Et Fogazzaro ? — Continuons pendant une minute encore ce petit jeu d’arithmétique. Leila n’est arrivée qu’au vingt-sixième mille : il est vrai qu’il s’agit du dernier en date. Piccolo mondo antico, trente-cinq mille ; Il Mistero del Poeta, trente-sept ; Il Santo, quarante-trois ; Malombra, cinquante ; Daniele Cortis, soixante ; Piccolo mondo antico, soixante-cinq. La diffusion moyenne des romans de M. da Verona égale donc celle des romans de Fogazzaro. Les autres écrivains contemporains, même parmi les meilleurs, étant loin d’atteindre ces chiffres, on en arrive à cette conclusion surprenante et pourtant incontestable, que l’auteur de Mimi Bluette est le plus répandu parmi les romanciers italiens d’hier et d’aujourd’hui.


II

Il est arrivé très jeune à la renommée. Il est né à Saliceto Panaro, près de Modène ; mais sa patrie d’élection est Milan, la grande ville. C’est là qu’il suivit indolemment les cours du collège, et qu’il griffonna ses premiers vers. Puis, sa mère voulant qu’il eût quelque diplôme, comme toutes les mères, il se décida pour le droit, comme tous les fils qui n’ont pas de vocation déterminée, et se sentent un bel appétit pour croquer gaiement les écus paternels. S’il choisit l’Université de Gênes, ce n’est pas qu’il fût séduit par son rayonnement juridique ; mais les étudiants n’étaient pas forcés d’assister aux cours ; et il appréciait fort cette façon de pratiquer la scolarité. On ne s’étonnera point qu’il lui fallût, pour passer ses examens, beaucoup de bonheur et toute l’indulgence du jury.
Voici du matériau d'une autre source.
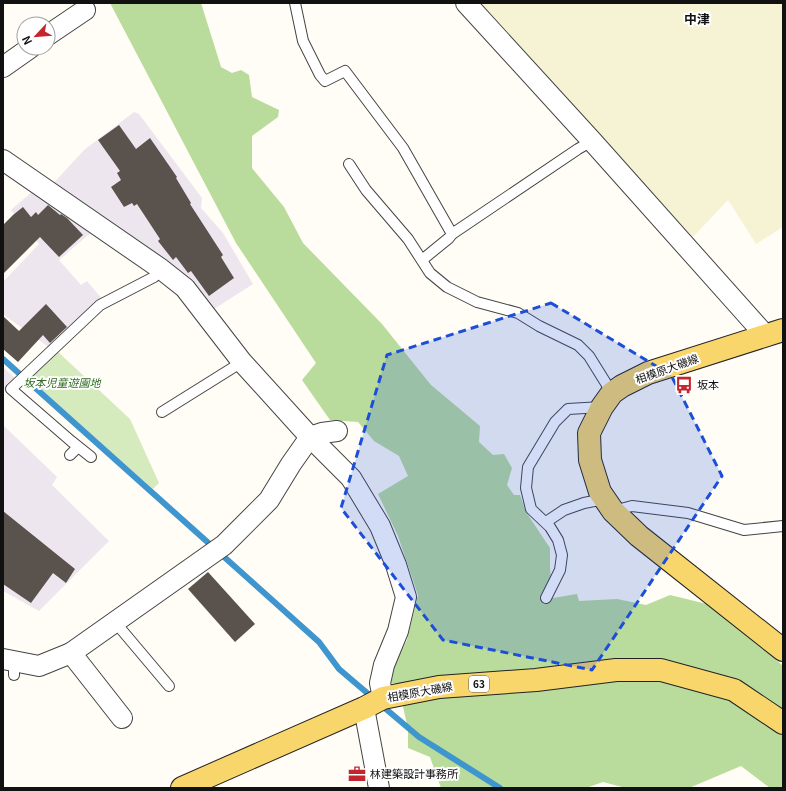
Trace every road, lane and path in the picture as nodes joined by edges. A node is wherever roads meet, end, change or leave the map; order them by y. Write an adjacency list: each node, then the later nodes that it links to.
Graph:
1 (295, 3): 10 (lane)
2 (466, 3): 7 (street)
3 (85, 10): 4 (street)
4 (56, 30)
5 (19, 56): 6 (street)
6 (3, 67)
7 (592, 141): 10 (lane); 13 (street)
8 (3, 160): 12 (street)
9 (349, 164): 11 (lane)
10 (452, 234): 11 (lane)
11 (422, 260): 15 (lane)
12 (161, 269): 14 (street); 19 (lane)
13 (775, 333): 15 (main road, 相模原大磯線)
14 (242, 362): 16 (lane); 18 (street)
15 (607, 400): 22 (main road); 23 (lane)
16 (162, 412)
17 (337, 431): 18 (street)
18 (310, 437): 26 (street); 31 (street)
19 (78, 447): 20 (lane); 21 (lane)
20 (70, 455)
21 (91, 457)
22 (609, 505): 23 (lane); 24 (lane); 27 (main road)
23 (546, 522): 25 (lane)
24 (783, 526)
25 (546, 598)
26 (115, 622): 28 (street); 30 (lane)
27 (783, 650)
28 (71, 653): 29 (street); 33 (street)
29 (10, 665)
30 (169, 686)
31 (383, 698): 32 (main road, 相模原大磯線 / 63); 34 (main road, 相模原大磯線 / 63)
32 (364, 708): 35 (main road, 相模原大磯線 / 63); 36 (street)
33 (122, 718)
34 (783, 723)
35 (182, 788)
36 (379, 788)

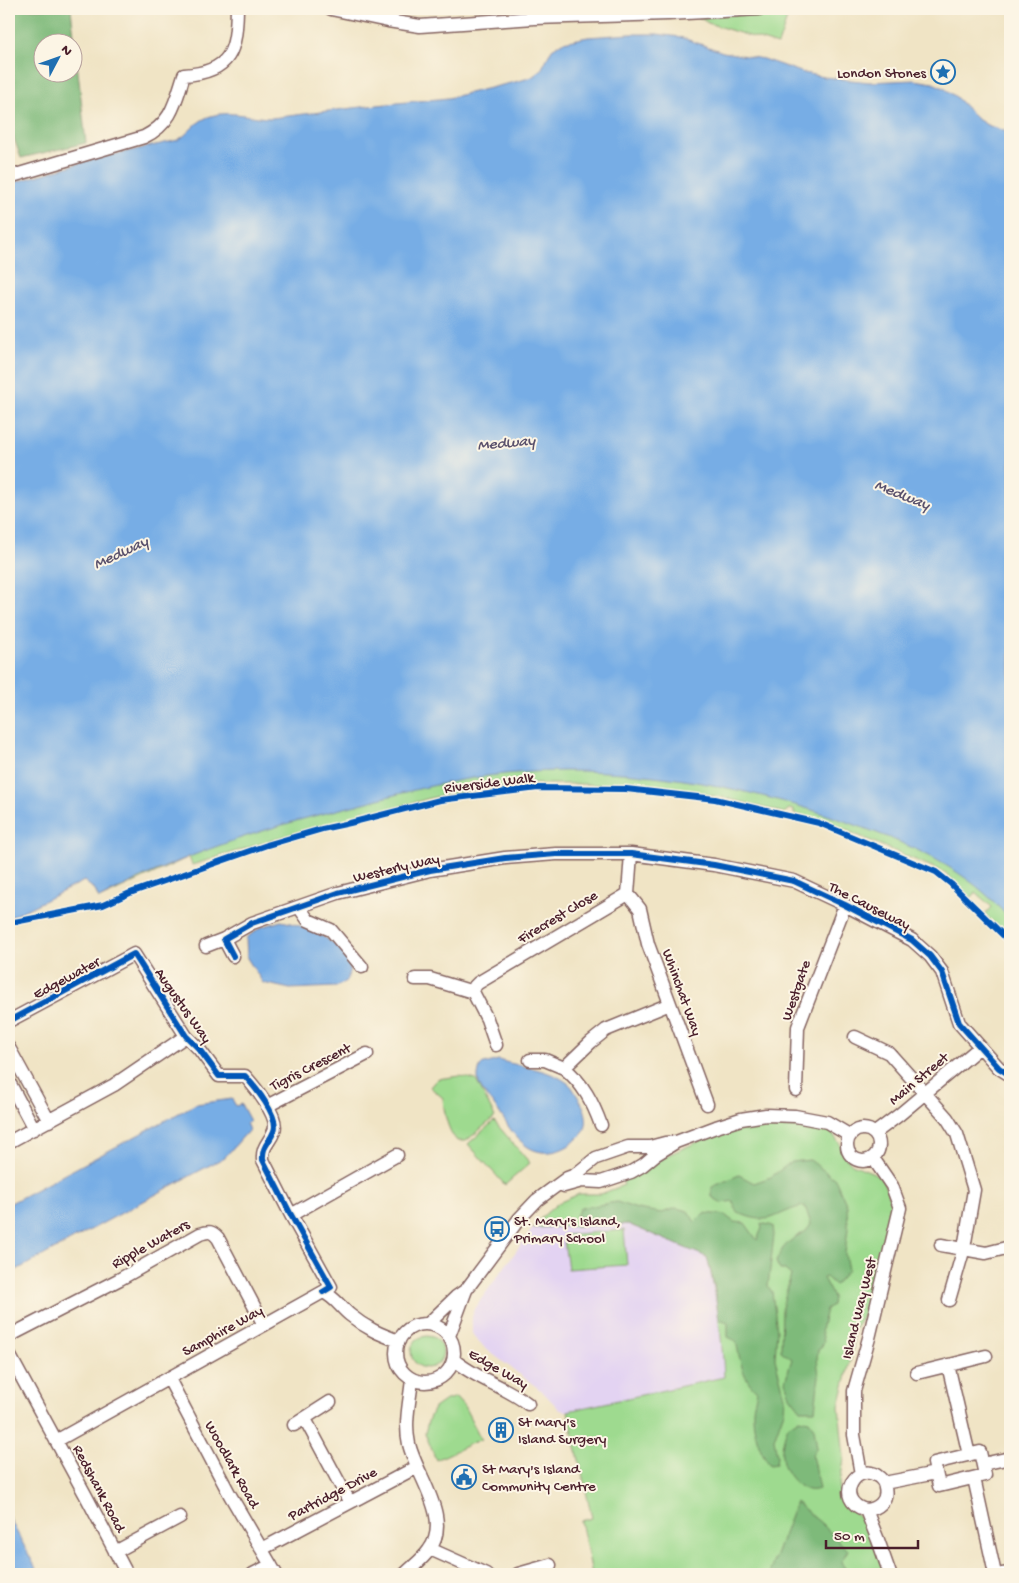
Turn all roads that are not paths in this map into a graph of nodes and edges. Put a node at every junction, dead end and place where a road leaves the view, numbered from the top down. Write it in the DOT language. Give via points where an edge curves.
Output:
graph roads {
  1 [pos="237,9"];
  2 [pos="331,9"];
  3 [pos="759,9"];
  4 [pos="534,13"];
  5 [pos="9,177"];
  6 [pos="632,854"];
  7 [pos="628,894"];
  8 [pos="845,905"];
  9 [pos="299,907"];
  10 [pos="224,938"];
  11 [pos="206,946"];
  12 [pos="134,954"];
  13 [pos="232,956"];
  14 [pos="362,967"];
  15 [pos="415,979"];
  16 [pos="473,992"];
  17 [pos="670,1004"];
  18 [pos="9,1021"];
  19 [pos="186,1036"];
  20 [pos="855,1037"];
  21 [pos="496,1046"];
  22 [pos="980,1047"];
  23 [pos="9,1048"];
  24 [pos="367,1054"];
  25 [pos="530,1060"];
  26 [pos="564,1068"];
  27 [pos="1010,1074"];
  28 [pos="9,1082"];
  29 [pos="796,1090"];
  30 [pos="926,1093"];
  31 [pos="707,1104"];
  32 [pos="267,1106"];
  33 [pos="49,1121"];
  34 [pos="601,1124"];
  35 [pos="34,1129"];
  36 [pos="875,1134"];
  37 [pos="849,1135"];
  38 [pos="9,1142"];
  39 [pos="676,1142"];
  40 [pos="397,1155"];
  41 [pos="873,1158"];
  42 [pos="555,1188"];
  43 [pos="288,1209"];
  44 [pos="941,1246"];
  45 [pos="1010,1247"];
  46 [pos="964,1248"];
  47 [pos="466,1290"];
  48 [pos="323,1292"];
  49 [pos="949,1300"];
  50 [pos="428,1324"];
  51 [pos="264,1325"];
  52 [pos="9,1336"];
  53 [pos="449,1336"];
  54 [pos="398,1341"];
  55 [pos="9,1354"];
  56 [pos="986,1356"];
  57 [pos="454,1360"];
  58 [pos="948,1365"];
  59 [pos="917,1373"];
  60 [pos="168,1379"];
  61 [pos="412,1379"];
  62 [pos="330,1402"];
  63 [pos="528,1404"];
  64 [pos="56,1440"];
  65 [pos="969,1455"];
  66 [pos="1010,1458"];
  67 [pos="983,1464"];
  68 [pos="417,1467"];
  69 [pos="936,1473"];
  70 [pos="861,1474"];
  71 [pos="974,1478"];
  72 [pos="884,1483"];
  73 [pos="349,1501"];
  74 [pos="866,1510"];
  75 [pos="180,1517"];
  76 [pos="262,1549"];
  77 [pos="430,1549"];
  78 [pos="115,1552"];
  79 [pos="550,1565"];
  80 [pos="273,1569"];
  81 [pos="1010,1572"];
  82 [pos="127,1574"];
  83 [pos="253,1574"];
  84 [pos="405,1574"];
  85 [pos="486,1574"];
  86 [pos="518,1574"];
  87 [pos="890,1574"];
  88 [pos="995,1574"];
  89 [pos="1002,1574"];
  1 -- 5 [label="street" via="234,40 228,58 215,68 184,75 174,108 157,131"];
  2 -- 4 [label="street" via="420,26"];
  3 -- 4 [label="street" via="668,14"];
  6 -- 7 [label="street"];
  6 -- 8 [label="street, The Causeway" via="714,865 794,881"];
  6 -- 9 [label="street, Westerly Way" via="505,858 430,870 338,893"];
  7 -- 16 [label="street, Firecrest Close" via="478,982"];
  7 -- 17 [label="street, Whinchat Way" via="640,909 646,938"];
  8 -- 22 [label="street, The Causeway" via="912,940 930,956 942,972 959,1023"];
  8 -- 29 [label="street, Westgate" via="798,1027"];
  9 -- 10 [label="street, Westerly Way" via="252,923"];
  9 -- 14 [label="street" via="308,920 331,930"];
  10 -- 11 [label="street, Westerly Way"];
  10 -- 13 [label="street"];
  12 -- 18 [label="street, Edgewater"];
  12 -- 19 [label="street, Augustus Way"];
  15 -- 16 [label="street" via="430,979"];
  16 -- 21 [label="street"];
  17 -- 26 [label="street" via="606,1030"];
  17 -- 31 [label="street, Whinchat Way"];
  19 -- 32 [label="street, Augustus Way" via="219,1076 244,1076 255,1086"];
  19 -- 33 [label="street" via="114,1085"];
  20 -- 30 [label="street" via="889,1053"];
  22 -- 27 [label="street, The Causeway" via="999,1068"];
  22 -- 30 [label="street, Main Street"];
  23 -- 33 [label="street"];
  24 -- 32 [label="street, Tigris Crescent"];
  25 -- 26 [label="street" via="545,1060"];
  26 -- 34 [label="street" via="587,1094"];
  28 -- 35 [label="street"];
  30 -- 36 [label="street, Main Street"];
  30 -- 46 [label="street" via="957,1134 974,1190"];
  32 -- 43 [label="street, Augustus Way" via="275,1127 263,1150 264,1160"];
  33 -- 35 [label="street"];
  35 -- 38 [label="street"];
  36 -- 37 [label="street" via="862,1128"];
  36 -- 41 [label="street" via="879,1149"];
  37 -- 39 [label="street" via="827,1122 766,1115 716,1126"];
  37 -- 41 [label="street" via="846,1145 850,1156 861,1161"];
  39 -- 42 [label="street" via="631,1172 603,1181 577,1182"];
  39 -- 42 [label="street" via="628,1147 601,1156"];
  40 -- 43 [label="street"];
  41 -- 70 [label="street, Island Way West" via="892,1186 900,1208 854,1392 854,1435"];
  42 -- 47 [label="street" via="524,1212"];
  43 -- 48 [label="street, Augustus Way" via="331,1287"];
  44 -- 46 [label="street"];
  45 -- 46 [label="street" via="986,1253"];
  46 -- 49 [label="street"];
  47 -- 50 [label="street"];
  47 -- 53 [label="street"];
  48 -- 51 [label="street, Samphire Way"];
  48 -- 54 [label="street" via="332,1296 347,1313 370,1330"];
  50 -- 53 [label="street" via="444,1330"];
  50 -- 54 [label="street" via="410,1328"];
  51 -- 52 [label="street, Ripple Waters" via="218,1238 214,1232 208,1231"];
  51 -- 60 [label="street, Samphire Way"];
  53 -- 57 [label="street"];
  54 -- 61 [label="street" via="396,1358 405,1374"];
  55 -- 64 [label="street"];
  56 -- 58 [label="street"];
  57 -- 61 [label="street" via="438,1380 420,1382"];
  57 -- 63 [label="street, Edge Way" via="465,1370 519,1396"];
  58 -- 59 [label="street"];
  58 -- 65 [label="street"];
  60 -- 64 [label="street, Samphire Way"];
  60 -- 76 [label="street, Woodlark Road"];
  61 -- 68 [label="street" via="406,1418 409,1444"];
  62 -- 73 [label="street" via="299,1422"];
  64 -- 78 [label="street, Redshank Road"];
  65 -- 67 [label="street" via="980,1452"];
  65 -- 69 [label="street" via="934,1463"];
  66 -- 67 [label="street"];
  67 -- 71 [label="street" via="985,1475"];
  68 -- 73 [label="street, Partridge Drive"];
  68 -- 77 [label="street" via="435,1506 436,1534"];
  69 -- 71 [label="street" via="939,1486"];
  69 -- 72 [label="street"];
  70 -- 72 [label="street" via="877,1475"];
  70 -- 74 [label="street" via="853,1480 849,1491 854,1504"];
  71 -- 88 [label="street"];
  72 -- 74 [label="street" via="886,1496 882,1503"];
  73 -- 76 [label="street, Partridge Drive"];
  74 -- 87 [label="street"];
  75 -- 78 [label="street, Redshank Road"];
  76 -- 80 [label="street, Woodlark Road"];
  77 -- 84 [label="street"];
  77 -- 85 [label="street"];
  78 -- 82 [label="street, Redshank Road"];
  79 -- 86 [label="street"];
  80 -- 83 [label="street, Woodlark Road"];
  81 -- 89 [label="street"];
}
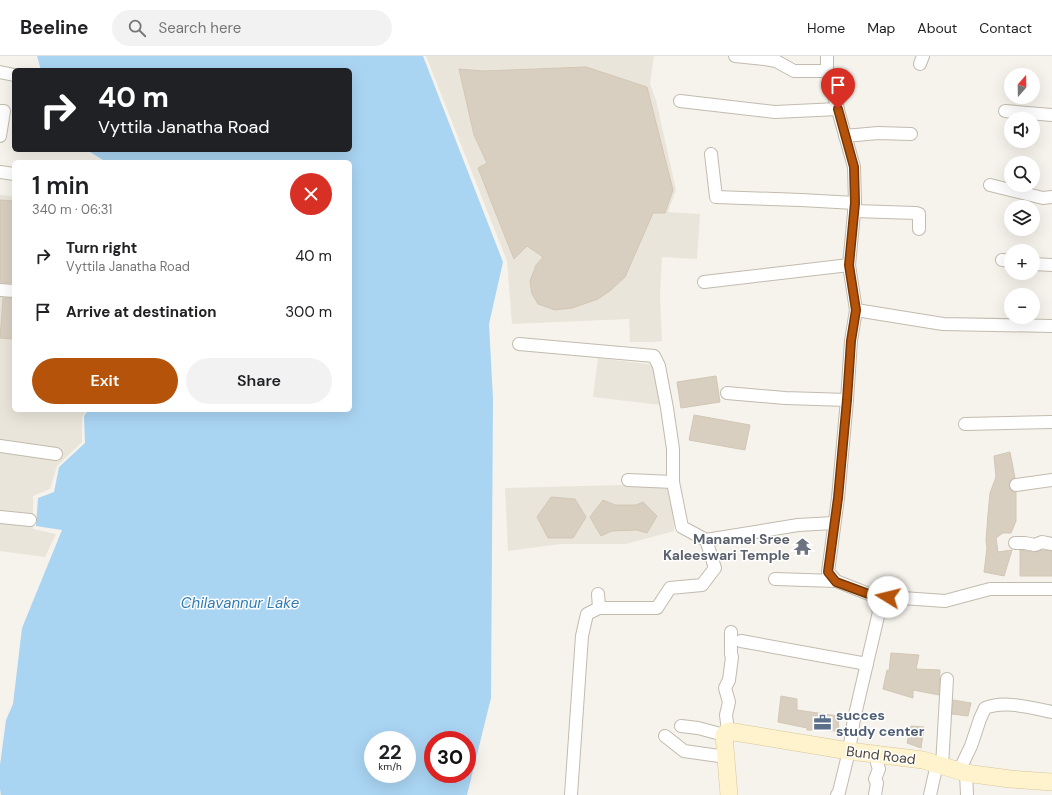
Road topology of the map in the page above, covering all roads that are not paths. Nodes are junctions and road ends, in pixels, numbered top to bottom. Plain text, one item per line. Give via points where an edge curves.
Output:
1 (735, 56) edge
2 (827, 56) edge
3 (827, 71) junction
4 (0, 72) edge
5 (12, 74) edge
6 (680, 101) dead end
7 (838, 109) junction
8 (0, 111) edge
9 (1005, 111) dead end
10 (1052, 115) edge
11 (911, 134) dead end
12 (0, 136) edge
13 (845, 136) junction
14 (711, 154) dead end
15 (0, 172) edge
16 (12, 174) edge
17 (990, 184) dead end
18 (1052, 197) edge
19 (854, 207) junction
20 (919, 229) dead end
21 (1040, 264) edge
22 (849, 265) junction
23 (1052, 265) edge
24 (704, 282) dead end
25 (0, 290) edge
26 (12, 291) edge
27 (856, 310) junction
28 (1052, 326) edge
29 (519, 344) dead end
30 (727, 393) dead end
31 (847, 400) junction
32 (1052, 422) edge
33 (965, 424) dead end
34 (0, 446) edge
35 (56, 454) dead end
36 (628, 480) dead end
37 (1052, 480) edge
38 (673, 482) junction
39 (1016, 485) dead end
40 (0, 517) edge
41 (30, 520) dead end
42 (834, 523) junction
43 (706, 540) junction
44 (1015, 544) dead end
45 (1052, 544) edge
46 (775, 579) dead end
47 (836, 582) junction
48 (1052, 589) edge
49 (598, 594) dead end
50 (874, 596) junction
51 (599, 608) junction
52 (731, 632) dead end
53 (741, 641) dead end
54 (867, 664) junction
55 (948, 679) dead end
56 (1052, 712) edge
57 (681, 726) dead end
58 (726, 733) junction
59 (665, 736) dead end
60 (849, 751) junction
61 (878, 754) junction
62 (726, 757) junction
63 (940, 765) junction
64 (962, 772) junction
65 (1052, 782) edge
66 (571, 795) edge
67 (729, 795) edge
68 (836, 795) edge
69 (875, 795) edge
70 (930, 795) edge
71 (968, 795) edge

1 - 3 street via 776,61 794,71
2 - 3 street
3 - 7 street
4 - 5 street
6 - 7 street via 775,112
7 - 13 street
8 - 12 street via 4,111
9 - 10 street
11 - 13 street via 878,132
13 - 19 street via 854,167
14 - 19 street via 716,197 801,200
15 - 16 street
17 - 18 street via 1043,198
19 - 20 street via 916,212 919,214
19 - 22 street
21 - 23 street
22 - 24 street
22 - 27 street
25 - 26 street
27 - 28 street via 943,324
27 - 31 street
29 - 38 street via 654,356 659,366 673,449
30 - 31 street
31 - 42 street
32 - 33 street
34 - 35 street
36 - 38 street
37 - 39 street
38 - 43 street via 682,527
40 - 41 street
42 - 43 street via 798,525
42 - 47 street via 828,572
43 - 51 street via 715,568 702,585 670,588 657,608
44 - 45 street
46 - 47 street
47 - 50 street
48 - 50 street via 990,589 945,601
49 - 51 street
50 - 54 street via 879,612
51 - 66 street via 587,614 582,636
52 - 58 street via 732,657 729,680 725,688 729,702
53 - 54 street
54 - 60 street
55 - 63 street
56 - 64 street via 1012,705 993,705 985,708
57 - 58 street
58 - 60 street, Bund Road
58 - 62 street
59 - 62 street via 684,751
60 - 61 street, Bund Road
60 - 68 street via 839,792
61 - 63 street, Bund Road
61 - 69 street via 879,769 875,779
62 - 67 street
63 - 64 street, Bund Road
63 - 70 street
64 - 65 street, Bund Road
64 - 71 street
Il fit son volontariat dans la cavalerie, naturellement ; beau cavalier lui-même, il servit dans le beau régiment des dragons bleus. Et ce fut fini des apprentissages ; il avait vingt ans.

Aussi bien la vie qu’il aimait avait-elle déjà commencé pour lui : vie de plaisir et d’aventure ; non point dépensée tragiquement, à la façon des romantique ’ ; mais gaspillée, avec une sorte d’obstination.